Lawyers for the various parties are not talking, and RTFC told the Source that it had no comment on the proceedings.
This leads observers to wonder how much money changed hands, if any; what payment schedules were established, if any; and what happened to the bankruptcy petitions. Further, it left up in the air, at least the moment, who owns Vitelco, and what debts does it still carry, if any.
The V.I. Public Service Commission may seek answers to these questions, and it might then share them with the telephone-using public, but history indicates that the PSC, despite repeated requested from the Source, has routinely decided against any disclosure of ICC or Vitelco finances.
Names Make News.
Although the Bankruptcy Court agreement is still secret, some information became available as a result of the Wall Street investors‛ suit. Previously the names of the purchasers of the preferred stock had been kept secret.
Now, listed on the public record for the first time, are the owners of the preferred stock in Vitelco who sued.
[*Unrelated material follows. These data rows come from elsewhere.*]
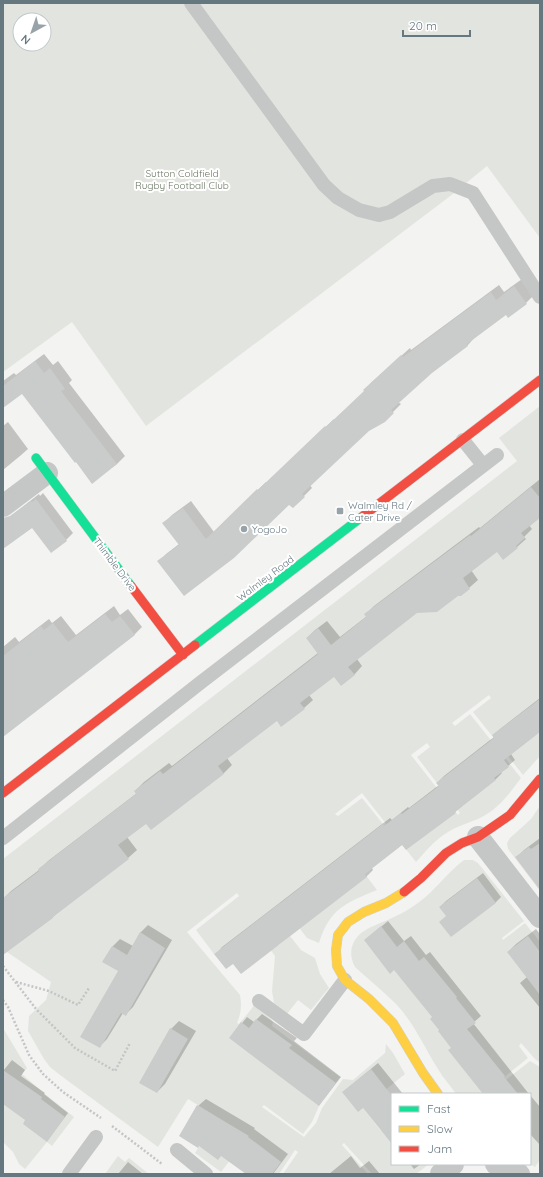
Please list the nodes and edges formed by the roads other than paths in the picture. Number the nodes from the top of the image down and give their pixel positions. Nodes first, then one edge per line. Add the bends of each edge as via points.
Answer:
1 (191, 3) edge
2 (540, 297) edge
3 (540, 380) edge
4 (463, 440) junction
5 (497, 455) dead end
6 (42, 465) joint
7 (483, 465) junction
8 (3, 506) edge
9 (183, 654) junction
10 (540, 779) edge
11 (3, 794) edge
12 (478, 836) junction
13 (3, 838) edge
14 (540, 917) edge
15 (345, 980) junction
16 (260, 1001) dead end
17 (437, 1093) edge
18 (96, 1137) dead end
19 (177, 1150) dead end
20 (452, 1165) edge
21 (498, 1165) edge
22 (69, 1174) edge
23 (206, 1174) edge
24 (441, 1174) edge
25 (520, 1174) edge

1 - 2 lane via 324,185 338,198 359,210 378,215 390,212 433,186 450,184 473,193
3 - 4 street, Walmley Road
4 - 7 lane
4 - 9 street, Walmley Road
5 - 7 lane
6 - 8 street, Thimble Drive
6 - 9 street, Thimble Drive
7 - 13 lane
9 - 11 street, Walmley Road
10 - 12 street via 510,815
12 - 14 street
12 - 15 street via 446,853 404,892 348,922 338,935 336,950 337,966
15 - 16 lane via 304,1034
15 - 17 street via 393,1023
18 - 22 lane
19 - 23 lane
20 - 24 street
21 - 25 street

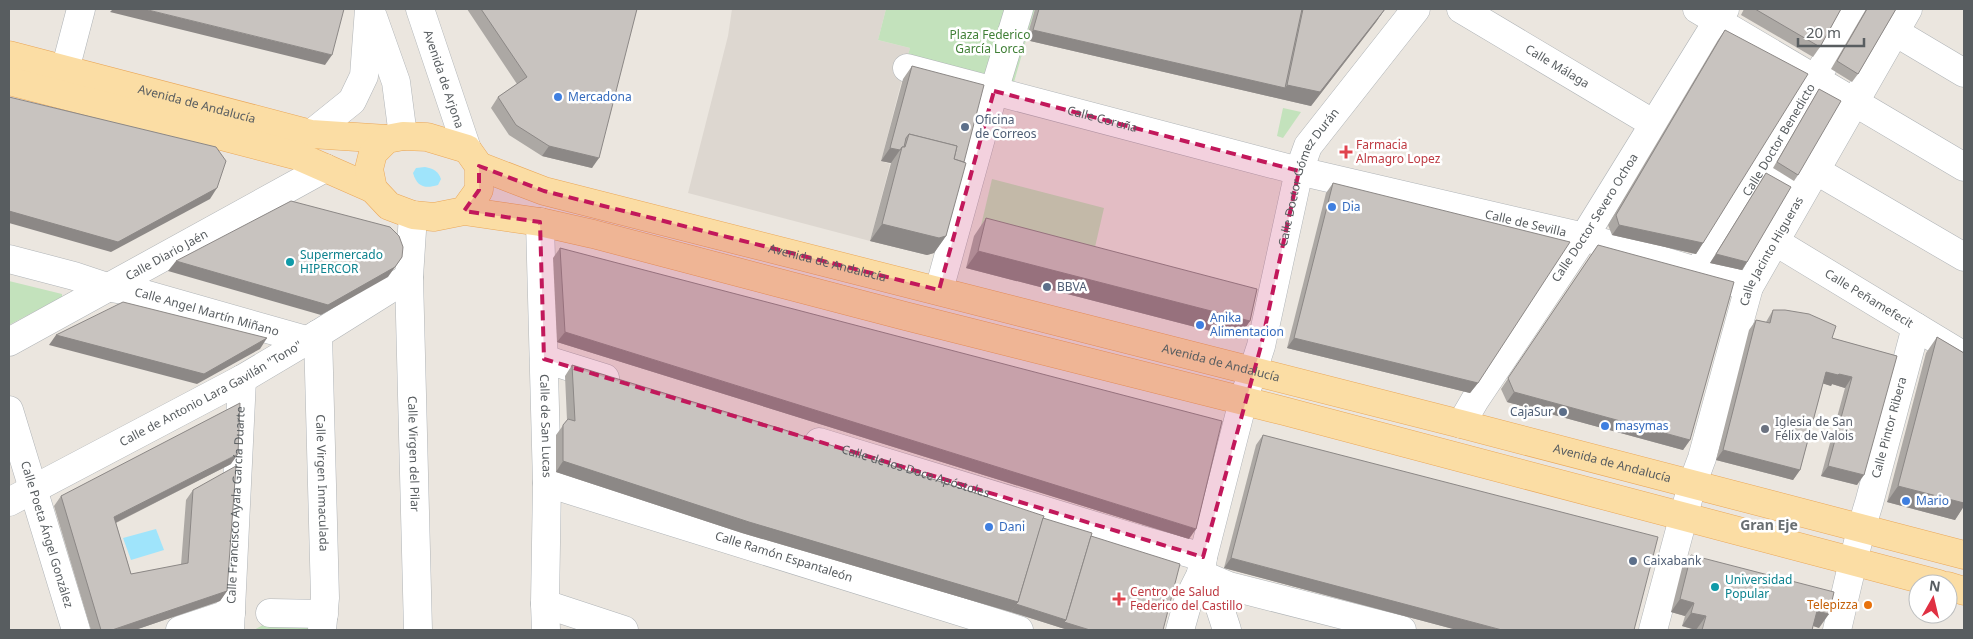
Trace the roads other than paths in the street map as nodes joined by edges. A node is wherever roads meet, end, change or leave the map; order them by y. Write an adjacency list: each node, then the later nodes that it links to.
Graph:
1 (81, 9): 12 (street)
2 (369, 9): 19 (street); 20 (street)
3 (420, 9): 21 (street, Avenida de Arjona)
4 (1019, 9): 16 (street)
5 (1416, 9): 26 (street, Calle Doctor Gómez Durán)
6 (1461, 9): 18 (street, Calle Málaga)
7 (1857, 9): 14 (street, Calle Doctor Benedicto)
8 (1713, 13): 14 (street); 18 (street, Calle Doctor Severo Ochoa)
9 (1902, 20): 13 (street); 17 (street, Calle Jacinto Higueras)
10 (9, 55): 12 (main road, Avenida de Andalucía)
11 (907, 68): 16 (street, Calle Coruña)
12 (65, 70): 19 (main road, Avenida de Andalucía)
13 (1964, 73)
14 (1815, 79): 17 (street); 24 (street, Calle Doctor Benedicto)
15 (9, 81): 23 (main road, Avenida de Andalucía)
16 (994, 91): 26 (street, Calle Coruña); 40 (street)
17 (1854, 102): 22 (street); 25 (street, Calle Jacinto Higueras)
18 (1654, 124): 32 (street, Calle Doctor Severo Ochoa)
19 (311, 134): 20 (main road, Avenida de Andalucía)
20 (395, 138): 21 (main road); 27 (main road)
21 (473, 157): 29 (main road); 40 (main road, Avenida de Andalucía)
22 (1964, 167)
23 (325, 168): 27 (main road, Avenida de Andalucía); 39 (street, Calle Diario Jaén)
24 (1762, 169): 28 (street); 36 (street, Calle Doctor Benedicto)
25 (1816, 170): 28 (street, Calle Jacinto Higueras); 34 (street)
26 (1299, 171): 32 (street, Calle de Sevilla); 46 (street, Calle Doctor Gómez Durán)
27 (373, 189): 30 (main road)
28 (1802, 193): 33 (street, Calle Jacinto Higueras)
29 (464, 211): 30 (main road); 31 (main road)
30 (413, 215): 37 (street, Calle Virgen del Pilar)
31 (540, 222): 45 (street, Calle de San Lucas); 49 (main road)
32 (1584, 237): 36 (street, Calle de Sevilla); 51 (street, Calle Doctor Severo Ochoa)
33 (1774, 242): 38 (street, Calle Jacinto Higueras); 41 (street, Calle Peñamefecit)
34 (1964, 257)
35 (9, 259): 39 (street, Calle Angel Martín Miñano)
36 (1698, 271): 38 (street, Calle de Sevilla)
37 (409, 277): 42 (street, Calle de Antonio Lara Gavilán "Tono"); 69 (street, Calle Virgen del Pilar)
38 (1749, 287): 54 (street, Calle Jacinto Higueras)
39 (107, 288): 42 (street, Calle Angel Martín Miñano); 43 (street, Calle Diario Jaén)
40 (939, 290): 46 (main road, Avenida de Andalucía)
41 (1916, 328): 44 (street, Calle Peñamefecit); 58 (street, Calle Pintor Ribera)
42 (312, 337): 47 (street, Calle de Antonio Lara Gavilán "Tono"); 66 (street, Calle Virgen Inmaculada)
43 (9, 342)
44 (1964, 356)
45 (544, 359): 48 (street); 53 (street, Calle de San Lucas)
46 (1252, 371): 49 (street, Calle Doctor Gómez Durán); 51 (main road, Avenida de Andalucía)
47 (242, 379): 55 (street, Calle de Antonio Lara Gavilán "Tono"); 65 (street, Calle Francisco Ayala García Duarte)
48 (629, 385)
49 (1243, 401): 57 (main road); 61 (street, Calle Doctor Gómez Durán)
50 (9, 410): 55 (street, Calle Poeta Ángel González)
51 (1461, 424): 54 (main road, Avenida de Andalucía)
52 (798, 436): 61 (street, Calle de los Doce Apóstoles)
53 (547, 483): 63 (street, Calle de San Lucas); 72 (street, Calle Ramón Espantaleón)
54 (1692, 485): 57 (street, Calle Jacinto Higueras); 58 (main road, Avenida de Andalucía)
55 (33, 489): 56 (street, Calle de Antonio Lara Gavilán "Tono"); 67 (street, Calle Poeta Ángel González)
56 (9, 502)
57 (1684, 516): 60 (main road); 76 (street, Calle Jacinto Higueras)
58 (1860, 529): 59 (main road, Avenida de Andalucía); 60 (street, Calle Pintor Ribera)
59 (1962, 549)
60 (1854, 562): 62 (main road); 77 (street, Calle Pintor Ribera)
61 (1202, 566): 73 (street, Calle Doctor Gómez Durán); 74 (street); 75 (street, Calle de los Doce Apóstoles)
62 (1908, 576)
63 (544, 604): 70 (street, Calle de San Lucas); 71 (street)
64 (270, 613): 66 (street)
65 (231, 622): 68 (street)
66 (323, 622)
67 (76, 630)
68 (180, 630)
69 (418, 630)
70 (546, 630)
71 (624, 630)
72 (1019, 630)
73 (1180, 630)
74 (1227, 630)
75 (1402, 630)
76 (1653, 630)
77 (1838, 630)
They are:
Two Cayman Islands-based organizations, Fir Tree Recovery Master Fund and Fir Tree Value Partners LDC; an organization located in New Jersey, with another forestry name, Redwood Domestic Fund; and three organizations with offices in New York, D.E. Shaw Laminar Lending Inc., (the lead plaintiff), York Capital Management and York Distressed Opportunities Fund.
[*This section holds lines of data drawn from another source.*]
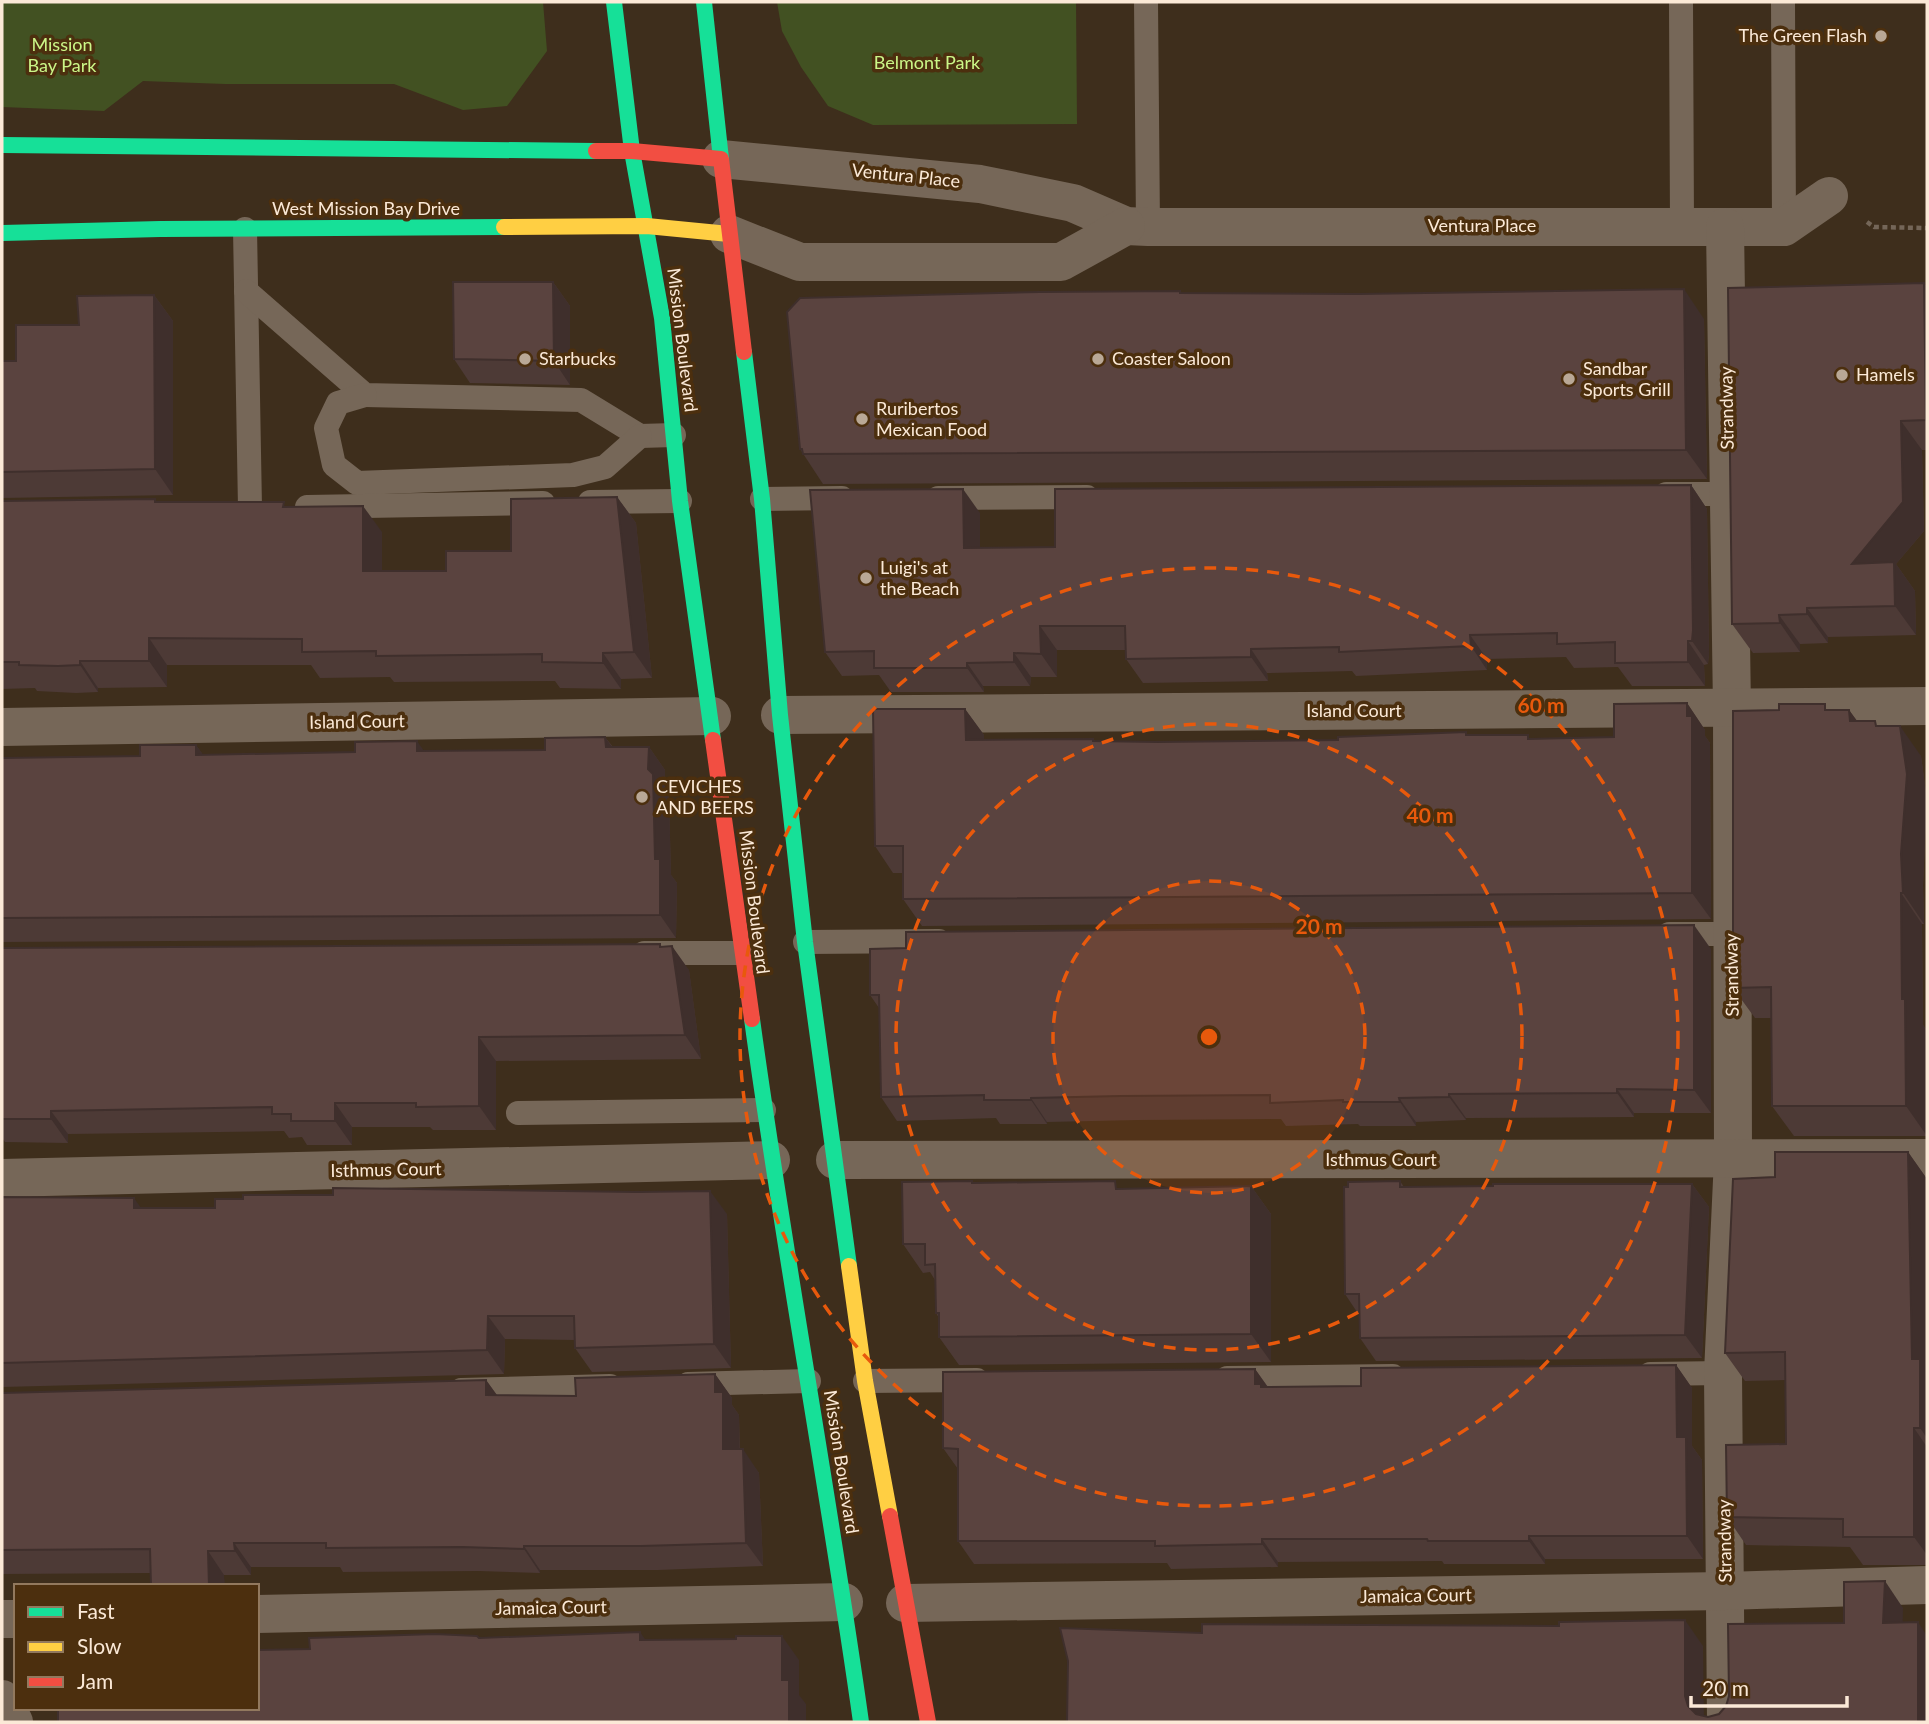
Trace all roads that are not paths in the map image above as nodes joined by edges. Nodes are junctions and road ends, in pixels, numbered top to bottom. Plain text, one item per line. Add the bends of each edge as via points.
1 (614, 2) edge
2 (704, 2) edge
3 (1146, 2) edge
4 (1681, 2) edge
5 (1783, 2) edge
6 (2, 145) edge
7 (632, 151) junction
8 (721, 159) junction
9 (1829, 196) road end
10 (647, 226) junction
11 (1682, 226) junction
12 (1137, 227) junction
13 (1725, 227) junction
14 (1784, 227) junction
15 (246, 229) junction
16 (2, 233) edge
17 (729, 234) junction
18 (246, 291) junction
19 (365, 395) junction
20 (674, 435) junction
21 (640, 436) junction
22 (1728, 494) junction
23 (1645, 495) edge
24 (1107, 497) edge
25 (859, 498) edge
26 (914, 498) edge
27 (762, 499) junction
28 (680, 501) junction
29 (223, 508) edge
30 (250, 508) junction
31 (1927, 706) edge
32 (1732, 709) junction
33 (780, 715) junction
34 (712, 716) junction
35 (2, 727) edge
36 (1731, 933) junction
37 (1648, 934) edge
38 (957, 941) edge
39 (805, 942) junction
40 (614, 953) edge
41 (741, 953) junction
42 (764, 1110) junction
43 (518, 1113) dead end
44 (1927, 1158) edge
45 (1733, 1159) junction
46 (771, 1160) junction
47 (835, 1160) junction
48 (2, 1178) edge
49 (1723, 1373) junction
50 (1626, 1374) edge
51 (1418, 1376) edge
52 (1197, 1378) edge
53 (1003, 1380) edge
54 (809, 1381) junction
55 (865, 1381) junction
56 (668, 1385) edge
57 (627, 1386) edge
58 (432, 1391) edge
59 (1927, 1585) edge
60 (1725, 1591) junction
61 (844, 1602) junction
62 (905, 1603) junction
63 (259, 1614) edge
64 (2, 1699) edge
65 (14, 1722) edge
66 (861, 1722) edge
67 (928, 1722) edge
68 (1726, 1722) edge

1 - 7 main road, Mission Boulevard
2 - 8 main road, Mission Boulevard
3 - 12 lane
4 - 11 lane
5 - 14 lane
6 - 7 main road
7 - 8 main road
7 - 10 main road, Mission Boulevard
8 - 12 street, Ventura Place via 981,184 1073,203
8 - 17 main road, Mission Boulevard
9 - 14 street
10 - 15 main road, West Mission Bay Drive
10 - 17 main road, West Mission Bay Drive
10 - 20 main road, Mission Boulevard
11 - 12 street, Ventura Place
11 - 13 street, Ventura Place
12 - 17 street, Ventura Place via 1061,262 800,262
13 - 14 street, Ventura Place
13 - 22 street, Strandway
15 - 16 main road, West Mission Bay Drive
15 - 18 lane
17 - 27 main road, Mission Boulevard
18 - 19 lane
18 - 30 lane
19 - 21 lane via 580,400
19 - 21 lane via 338,403 326,428 334,464 357,483 573,475 605,467
20 - 21 lane
20 - 28 main road, Mission Boulevard
22 - 23 lane
22 - 32 street, Strandway
24 - 26 lane
25 - 27 lane
27 - 33 main road, Mission Boulevard
28 - 30 lane
28 - 34 main road, Mission Boulevard
29 - 30 lane
31 - 32 street, Island Court
32 - 33 street, Island Court
32 - 36 street, Strandway
33 - 39 main road, Mission Boulevard
34 - 35 street, Island Court
34 - 41 main road, Mission Boulevard
36 - 37 lane
36 - 45 street, Strandway
38 - 39 lane
39 - 47 main road, Mission Boulevard
40 - 41 lane
41 - 42 main road, Mission Boulevard
42 - 43 lane
42 - 46 main road, Mission Boulevard
44 - 45 street, Isthmus Court
45 - 47 street, Isthmus Court
45 - 49 street, Strandway
46 - 48 street, Isthmus Court
46 - 54 main road, Mission Boulevard
47 - 55 main road, Mission Boulevard
49 - 50 lane
49 - 60 street, Strandway
51 - 52 lane
53 - 55 lane
54 - 56 lane
54 - 61 main road, Mission Boulevard
55 - 62 main road, Mission Boulevard
57 - 58 lane
59 - 60 street, Jamaica Court
60 - 62 street, Jamaica Court
60 - 68 street, Strandway
61 - 63 street, Jamaica Court
61 - 66 main road, Mission Boulevard
62 - 67 main road, Mission Boulevard
64 - 65 street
Of these, the two Fir Tree funds had the largest investment, a total of $45 million.
In addition the court documents show the names of five investment firms that own preferred stock but did not sue; they are: Triage Offshore Fund of Pennsylvania; Steelbright Investments PTE of Singapore; AB Investments of Bermuda; Links Capital Partners of New York, and American Money Management of Ohio.
The agreements to purchase the stock were all signed, mostly on February 26, 2004, by Joe C. Minor, treasurer of Vitelco.
In addition, the "Issuer‛s Amended and Restated Articles of Incorporation of Virgin Islands Telephone Corporation" dated February 25, 2004, was signed by David L. Sharp, president, and Samuel E. Ebbesen, secretary, two names often associated with Vitelco.
Also shown in that document were the names and residences of the firm‛s Incorporators, names not routinely seen in connection with Vitelco: George Jackson Eder, 110 Bayview Road, Plandome Manor, NY; Stephen H. Larrabee, 43 Tunstall Road, Scarsdale, NY; and John Thomas Naylor, 35 East 85th St., New York 21, NY.
U.S. Court of Appeals, Eleventh Circuit (Atlanta).
In an effort to retrieve some of the money apparently lost in the Belize venture, ICC sued the Government of Belize (GOB) in U.S. District Court in Miami last year; that venue had earlier been agreed to by both ICC and Belize in connection with a loan secured from a Miami bank by GOB to facilitate the sale of the phone company.
ICC argued that GOB had violated the terms of the phone company purchase agreement and sought $200 million in damages. It also, briefly, secured a $50,000 a day fine on GOB for failing to move swiftly enough in response to an order by the judge. This was an unusual, if not unique, decision in which a sovereign nation was to be punished for disobeying an order by a federal district court judge.
The State Department objected to the fine, on the grounds that it would be an unattractive precedent that might be used against America in overseas courts. The fine disappeared and the trial judge largely ruled against ICC last year. Then ICC sought a rehearing on the matter before the same judge, secured it, and then lost again in the rehearing.
ICC then appealed to the 11th Circuit Court of Appeals and had that appeal tossed out on technical grounds (essentially a copying problem); last week the circuit reversed the earlier technical decision and the appeal is now pending.